■ Data shown:
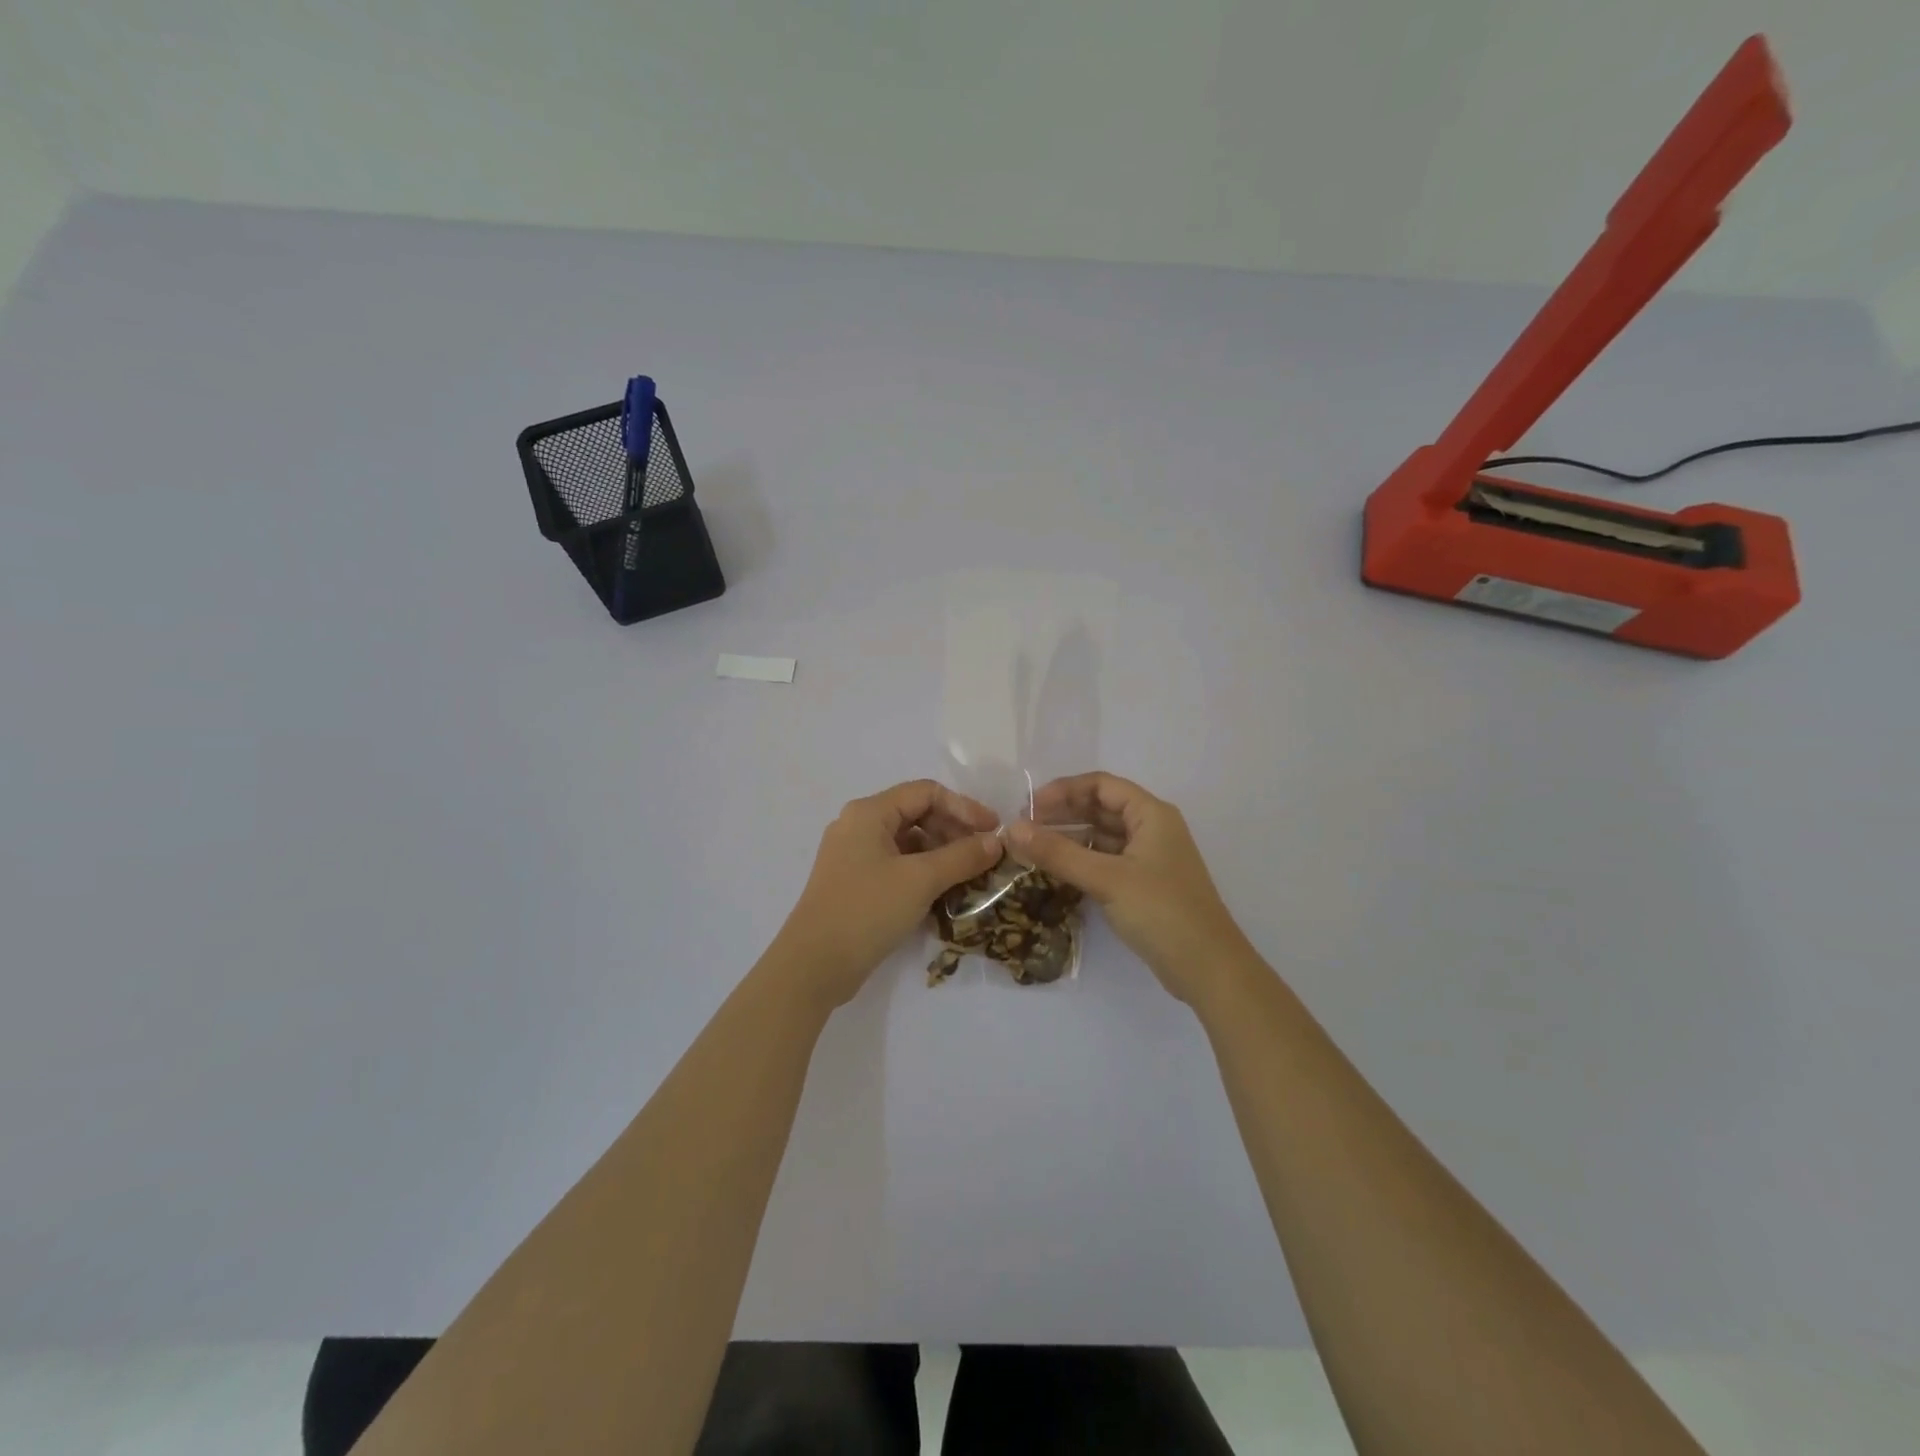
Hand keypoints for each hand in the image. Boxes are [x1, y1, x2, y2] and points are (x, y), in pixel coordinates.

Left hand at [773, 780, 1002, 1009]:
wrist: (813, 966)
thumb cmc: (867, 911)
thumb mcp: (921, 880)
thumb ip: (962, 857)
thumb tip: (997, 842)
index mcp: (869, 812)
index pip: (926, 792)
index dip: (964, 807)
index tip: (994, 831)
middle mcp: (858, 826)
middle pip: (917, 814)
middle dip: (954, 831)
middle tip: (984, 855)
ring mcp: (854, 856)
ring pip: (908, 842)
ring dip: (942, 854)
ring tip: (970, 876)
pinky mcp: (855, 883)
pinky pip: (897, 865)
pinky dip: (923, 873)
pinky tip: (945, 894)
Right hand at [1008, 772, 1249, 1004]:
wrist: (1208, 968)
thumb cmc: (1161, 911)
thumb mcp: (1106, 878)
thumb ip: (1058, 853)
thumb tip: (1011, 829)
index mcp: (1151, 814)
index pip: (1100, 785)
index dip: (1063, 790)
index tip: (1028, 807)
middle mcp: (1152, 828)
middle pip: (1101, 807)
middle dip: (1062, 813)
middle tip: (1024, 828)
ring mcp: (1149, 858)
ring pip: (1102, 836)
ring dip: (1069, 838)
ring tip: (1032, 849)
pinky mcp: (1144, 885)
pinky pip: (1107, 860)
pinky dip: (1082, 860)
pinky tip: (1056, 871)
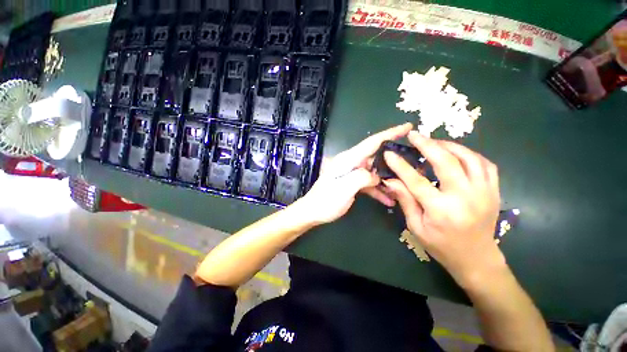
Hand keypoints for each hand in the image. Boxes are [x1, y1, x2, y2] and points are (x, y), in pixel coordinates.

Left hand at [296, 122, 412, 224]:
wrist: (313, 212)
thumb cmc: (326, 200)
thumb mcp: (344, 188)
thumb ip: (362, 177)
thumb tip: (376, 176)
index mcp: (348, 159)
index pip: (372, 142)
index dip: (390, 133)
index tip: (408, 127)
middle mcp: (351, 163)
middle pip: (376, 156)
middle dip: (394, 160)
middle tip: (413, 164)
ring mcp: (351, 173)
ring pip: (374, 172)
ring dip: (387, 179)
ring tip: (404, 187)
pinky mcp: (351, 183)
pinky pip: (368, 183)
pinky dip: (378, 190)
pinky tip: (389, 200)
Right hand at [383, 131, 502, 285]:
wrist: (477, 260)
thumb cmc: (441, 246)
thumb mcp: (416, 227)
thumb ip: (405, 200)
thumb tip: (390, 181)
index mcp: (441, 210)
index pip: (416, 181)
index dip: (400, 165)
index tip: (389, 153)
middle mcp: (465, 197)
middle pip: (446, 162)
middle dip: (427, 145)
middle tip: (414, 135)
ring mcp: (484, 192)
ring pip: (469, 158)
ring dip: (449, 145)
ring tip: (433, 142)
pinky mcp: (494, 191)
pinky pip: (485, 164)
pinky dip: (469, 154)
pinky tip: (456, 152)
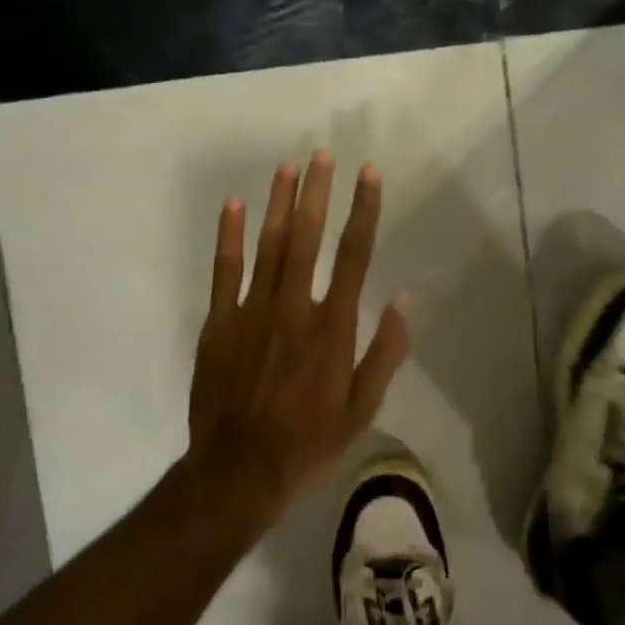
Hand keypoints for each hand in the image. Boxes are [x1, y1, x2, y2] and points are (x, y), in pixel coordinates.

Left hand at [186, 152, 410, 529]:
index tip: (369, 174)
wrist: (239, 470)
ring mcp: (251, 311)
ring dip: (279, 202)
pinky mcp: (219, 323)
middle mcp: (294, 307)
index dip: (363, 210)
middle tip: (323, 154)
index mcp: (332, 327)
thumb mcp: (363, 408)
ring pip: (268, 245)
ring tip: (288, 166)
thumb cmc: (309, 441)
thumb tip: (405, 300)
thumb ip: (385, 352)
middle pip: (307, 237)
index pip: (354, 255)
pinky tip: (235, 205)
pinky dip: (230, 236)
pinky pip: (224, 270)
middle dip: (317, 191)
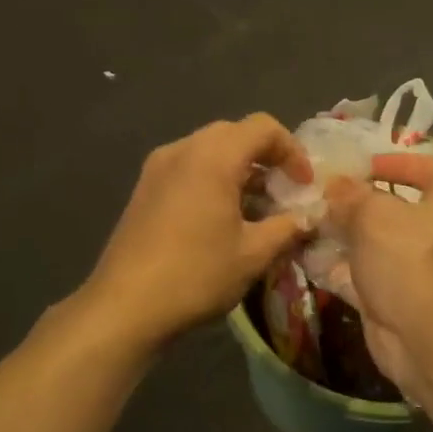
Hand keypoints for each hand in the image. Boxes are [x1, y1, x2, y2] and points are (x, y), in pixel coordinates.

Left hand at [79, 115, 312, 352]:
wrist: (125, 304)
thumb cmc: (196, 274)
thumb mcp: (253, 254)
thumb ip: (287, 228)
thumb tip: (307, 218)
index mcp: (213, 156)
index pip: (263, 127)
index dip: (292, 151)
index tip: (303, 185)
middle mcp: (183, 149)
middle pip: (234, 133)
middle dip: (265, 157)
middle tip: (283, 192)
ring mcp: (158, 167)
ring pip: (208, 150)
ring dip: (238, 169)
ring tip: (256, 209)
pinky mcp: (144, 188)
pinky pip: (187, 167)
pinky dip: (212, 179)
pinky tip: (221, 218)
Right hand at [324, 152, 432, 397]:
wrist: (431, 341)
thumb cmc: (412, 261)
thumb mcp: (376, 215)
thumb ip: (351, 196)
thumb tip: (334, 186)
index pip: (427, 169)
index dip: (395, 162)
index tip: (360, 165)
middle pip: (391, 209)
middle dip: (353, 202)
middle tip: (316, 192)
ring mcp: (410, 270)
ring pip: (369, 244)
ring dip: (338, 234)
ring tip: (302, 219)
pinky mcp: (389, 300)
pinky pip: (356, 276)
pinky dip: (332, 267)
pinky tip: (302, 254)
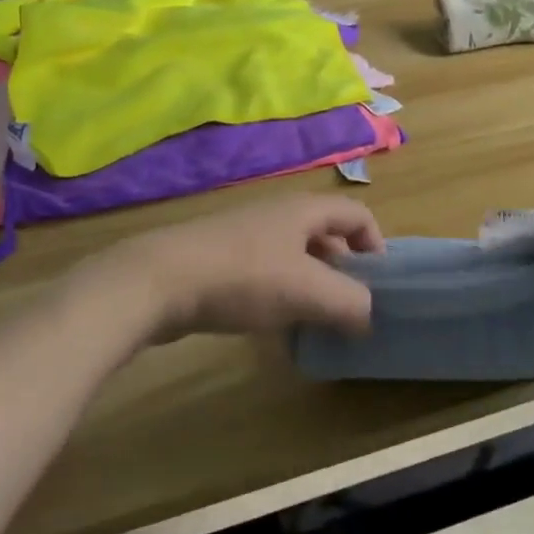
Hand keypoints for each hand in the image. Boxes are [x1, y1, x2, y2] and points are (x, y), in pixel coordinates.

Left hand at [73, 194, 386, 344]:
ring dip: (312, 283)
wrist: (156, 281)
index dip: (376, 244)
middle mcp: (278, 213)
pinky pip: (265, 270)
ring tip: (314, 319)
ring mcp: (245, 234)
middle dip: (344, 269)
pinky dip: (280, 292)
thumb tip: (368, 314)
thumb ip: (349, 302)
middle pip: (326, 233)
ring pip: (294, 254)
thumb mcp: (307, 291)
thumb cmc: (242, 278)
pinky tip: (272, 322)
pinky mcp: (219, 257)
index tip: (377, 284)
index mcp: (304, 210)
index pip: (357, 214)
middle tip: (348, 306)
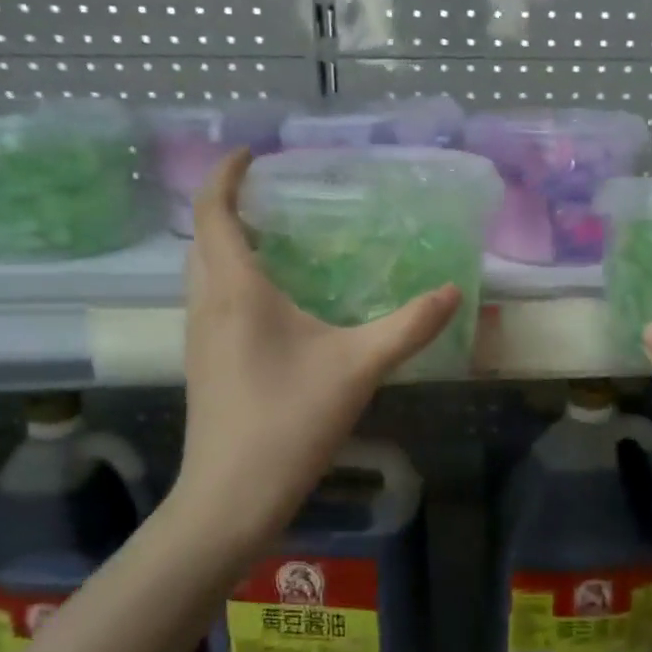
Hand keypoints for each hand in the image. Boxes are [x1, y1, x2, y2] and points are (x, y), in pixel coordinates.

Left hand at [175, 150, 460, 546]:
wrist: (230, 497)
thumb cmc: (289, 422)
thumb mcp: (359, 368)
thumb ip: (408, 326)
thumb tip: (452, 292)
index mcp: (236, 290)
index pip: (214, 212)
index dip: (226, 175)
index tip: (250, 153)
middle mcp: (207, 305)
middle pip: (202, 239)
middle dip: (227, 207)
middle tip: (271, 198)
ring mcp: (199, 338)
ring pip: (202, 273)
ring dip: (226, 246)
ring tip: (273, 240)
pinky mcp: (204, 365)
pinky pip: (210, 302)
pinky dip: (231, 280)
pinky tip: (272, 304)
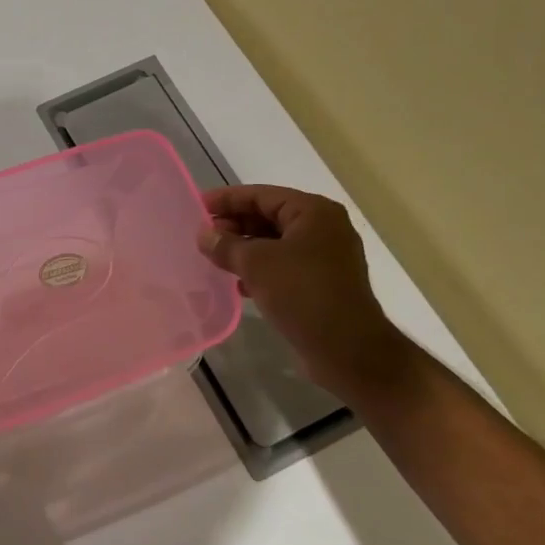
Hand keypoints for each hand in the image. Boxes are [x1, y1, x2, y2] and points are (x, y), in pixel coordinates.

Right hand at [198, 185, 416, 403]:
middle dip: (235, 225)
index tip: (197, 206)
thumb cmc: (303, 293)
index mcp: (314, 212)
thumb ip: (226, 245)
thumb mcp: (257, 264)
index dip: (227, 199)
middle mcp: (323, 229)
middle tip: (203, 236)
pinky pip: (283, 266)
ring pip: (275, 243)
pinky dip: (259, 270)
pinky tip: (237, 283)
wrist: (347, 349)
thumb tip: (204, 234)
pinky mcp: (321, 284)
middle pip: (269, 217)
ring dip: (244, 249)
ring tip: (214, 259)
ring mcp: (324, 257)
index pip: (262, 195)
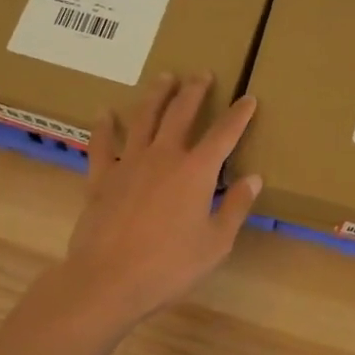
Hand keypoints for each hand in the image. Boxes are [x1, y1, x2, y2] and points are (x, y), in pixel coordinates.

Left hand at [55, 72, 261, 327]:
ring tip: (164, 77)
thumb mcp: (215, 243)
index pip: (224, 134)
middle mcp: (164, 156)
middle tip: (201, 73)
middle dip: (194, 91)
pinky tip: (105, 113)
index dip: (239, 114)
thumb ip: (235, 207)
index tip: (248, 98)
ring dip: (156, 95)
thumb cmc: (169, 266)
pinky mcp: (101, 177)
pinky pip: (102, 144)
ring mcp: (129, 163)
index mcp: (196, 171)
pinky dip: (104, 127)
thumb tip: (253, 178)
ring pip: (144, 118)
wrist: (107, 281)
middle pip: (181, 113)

■ Activity:
Your response must restate every record above exactly, with each picture omitted.

■ Exercise solution:
Hand keypoints for each hand in the image. Boxes are [x1, y1, x2, y2] and points are (x, y), in pixel coordinates.

Left hand at [773, 780, 1002, 1009]:
wrist: (813, 966)
thumb cmc: (867, 911)
thumb mcp: (921, 880)
thumb ip: (962, 857)
thumb tip: (997, 842)
index mcp: (869, 812)
index pip: (926, 792)
index dip: (964, 807)
index tip: (994, 831)
middle mcp: (858, 826)
middle pip: (917, 814)
middle dip: (954, 831)
middle tip: (984, 855)
ring mcp: (854, 856)
ring pip: (908, 842)
ring dip: (942, 854)
ring tip: (970, 876)
pinky mcp: (855, 883)
pinky pip: (897, 865)
pinky dip: (923, 873)
pinky tip: (945, 894)
Right hand at [1008, 772, 1249, 1004]:
wrist: (1208, 968)
thumb cmc: (1161, 911)
thumb mcp: (1106, 878)
thumb ip: (1058, 853)
thumb tip: (1011, 829)
index mcp: (1151, 814)
index pip: (1100, 785)
index dip: (1063, 790)
index tip: (1028, 807)
middle mcp: (1152, 828)
middle pip: (1101, 807)
middle dip: (1062, 813)
middle tip: (1024, 828)
ring mcp: (1149, 858)
ring pip: (1102, 836)
ring dip: (1069, 838)
ring tip: (1032, 849)
pinky mcp: (1144, 885)
pinky pip: (1107, 860)
pinky dip: (1082, 860)
pinky tip: (1056, 871)
Hand keypoints for each hand in the image. Boxes are [x1, y1, x2, y2] and points are (x, y), in pixel coordinates.

Left hand at [296, 122, 412, 224]:
wrist: (313, 212)
thumb cmc: (326, 200)
thumb mcp: (344, 188)
thumb ip: (362, 177)
thumb tip: (376, 176)
index mcp: (348, 159)
index pip: (372, 142)
index dip: (390, 133)
index tip: (408, 127)
middle mcp: (351, 163)
middle pip: (376, 156)
middle dip: (394, 160)
middle tip: (413, 164)
ring mcp: (351, 173)
ring pip: (374, 172)
ring dip: (387, 179)
ring tip: (404, 187)
pinky mcp: (351, 183)
pinky pip: (368, 183)
pinky dip: (378, 190)
pinky tip: (389, 200)
Right hand at [383, 131, 502, 285]:
wrist: (477, 260)
thumb cmc: (441, 246)
thumb mcp: (416, 227)
thumb ip: (405, 200)
thumb tip: (390, 181)
index mcp: (441, 210)
index pip: (416, 181)
index dip: (400, 165)
index tip: (389, 153)
middle mcp: (465, 197)
middle pip: (446, 162)
middle dip: (427, 145)
middle tip: (414, 135)
ring mcp: (484, 192)
ring pip: (469, 158)
ring dip: (449, 145)
ring tip: (433, 142)
pinky mcp: (494, 191)
pinky pip: (485, 164)
pinky dip: (469, 154)
pinky tip: (456, 152)
Hand keypoints for each hand in the image. Boxes are [x1, y1, x2, y2] and points are (x, y), in pixel coordinates.

Left hand at [186, 152, 410, 529]:
index tip: (369, 174)
wrist: (239, 470)
ring mcp: (251, 311)
ring dip: (279, 202)
pinky mcp: (219, 323)
middle mcp: (294, 307)
index dip: (363, 210)
middle tip: (323, 154)
index mcp: (332, 327)
thumb mcp: (363, 408)
ring pip: (268, 245)
ring tip: (288, 166)
thumb cmc: (309, 441)
thumb tip: (405, 300)
thumb ip: (385, 352)
middle pip: (307, 237)
index pip: (354, 255)
pinky tip: (235, 205)
pinky dip: (230, 236)
pinky pip: (224, 270)
middle dip: (317, 191)
Hand keypoints for each hand in the image. Boxes are [x1, y1, x2, y2] and points are (x, y), in pixel coordinates.

Left hand at [79, 115, 312, 352]:
wrist: (125, 304)
thumb cmc: (196, 274)
thumb mcp: (253, 254)
thumb ip: (287, 228)
thumb tip: (307, 218)
index mcp: (213, 156)
index pip: (263, 127)
index dip: (292, 151)
index tip: (303, 185)
middle mcp: (183, 149)
middle pip: (234, 133)
middle dip: (265, 157)
middle tip: (283, 192)
ring mcp: (158, 167)
ring pip: (208, 150)
ring dip: (238, 169)
ring tip: (256, 209)
pinky mcp: (144, 188)
pinky pip: (187, 167)
pinky dip: (212, 179)
pinky tip: (221, 218)
Right hand at [324, 152, 432, 397]:
wrist: (431, 341)
thumb cmc: (412, 261)
thumb mcp: (376, 215)
thumb ip: (351, 196)
thumb tip: (334, 186)
index pip: (427, 169)
index dip: (395, 162)
index tip: (360, 165)
middle pip: (391, 209)
middle dip: (353, 202)
middle tip: (316, 192)
ring mcp: (410, 270)
ring pip: (369, 244)
ring dip: (338, 234)
ring tip: (302, 219)
pinky mcp: (389, 300)
pinky pip: (356, 276)
pinky dip: (332, 267)
pinky tip: (302, 254)
Hand keypoints for each hand in the image. Boxes are [x1, y1, x2, y2] and points are (x, y), in pixel coordinates.

Left hand at [73, 194, 386, 344]:
ring dip: (312, 283)
wrist: (156, 281)
index dip: (376, 244)
middle mcp: (278, 213)
pinky pip: (265, 270)
ring tip: (314, 319)
ring mcp: (245, 234)
middle dip: (344, 269)
pinky dip: (280, 292)
thumb tip: (368, 314)
thumb ip: (349, 302)
middle pip: (326, 233)
ring pip: (294, 254)
thumb mcp: (307, 291)
thumb cmc: (242, 278)
pinky tip: (272, 322)
pinky mcp: (219, 257)
index tip: (377, 284)
index mcp: (304, 210)
index pip: (357, 214)
middle tip: (348, 306)
Hand keypoints for each hand in the image. Boxes are [x1, y1, x2, y2] and points are (x, y), in pixel coordinates.

Left hand at [175, 150, 460, 546]:
wrist: (230, 497)
thumb cmc: (289, 422)
thumb mcp: (359, 368)
thumb ip: (408, 326)
thumb tip: (452, 292)
index mcp: (236, 290)
index pip: (214, 212)
index dip: (226, 175)
index tip: (250, 153)
middle mcp: (207, 305)
middle pip: (202, 239)
middle dip: (227, 207)
middle tip: (271, 198)
ring mcp: (199, 338)
ring pip: (202, 273)
ring dip: (226, 246)
ring tip: (273, 240)
pinky mcp: (204, 365)
pinky pip: (210, 302)
pinky dip: (231, 280)
pinky tip: (272, 304)
Hand keypoints for each hand in the image. Boxes are [x1, y1, x2, y2] and points are (x, y), in pixel coordinates.

Right hand at [198, 185, 416, 403]:
middle dip: (235, 225)
index tip: (197, 206)
thumb cmc: (303, 293)
index mcp: (314, 212)
thumb ip: (226, 245)
thumb mcp: (257, 264)
index dip: (227, 199)
middle mcp: (323, 229)
middle tip: (203, 236)
pinky pip: (283, 266)
ring pip: (275, 243)
pinky dip: (259, 270)
pinky tip: (237, 283)
wrist: (347, 349)
thumb tip: (204, 234)
pinky mcp: (321, 284)
middle pip: (269, 217)
ring dip: (244, 249)
ring tip: (214, 259)
ring mcp: (324, 257)
index pip: (262, 195)
Hand keypoints for each hand in the image. Boxes are [x1, y1, x2, y2] and points are (x, y), in pixel coordinates.

Left hand at [55, 72, 261, 327]:
ring tip: (164, 77)
thumb mcp: (215, 243)
index pip: (224, 134)
middle mcp: (164, 156)
middle tip: (201, 73)
middle dip: (194, 91)
pinky tip: (105, 113)
index dip: (239, 114)
thumb ip: (235, 207)
index tip: (248, 98)
ring dip: (156, 95)
thumb cmc: (169, 266)
pinky mcp: (101, 177)
pinky pip: (102, 144)
ring mcp: (129, 163)
index mcp: (196, 171)
pinky dip: (104, 127)
thumb tip: (253, 178)
ring pip: (144, 118)
wrist: (107, 281)
middle pip: (181, 113)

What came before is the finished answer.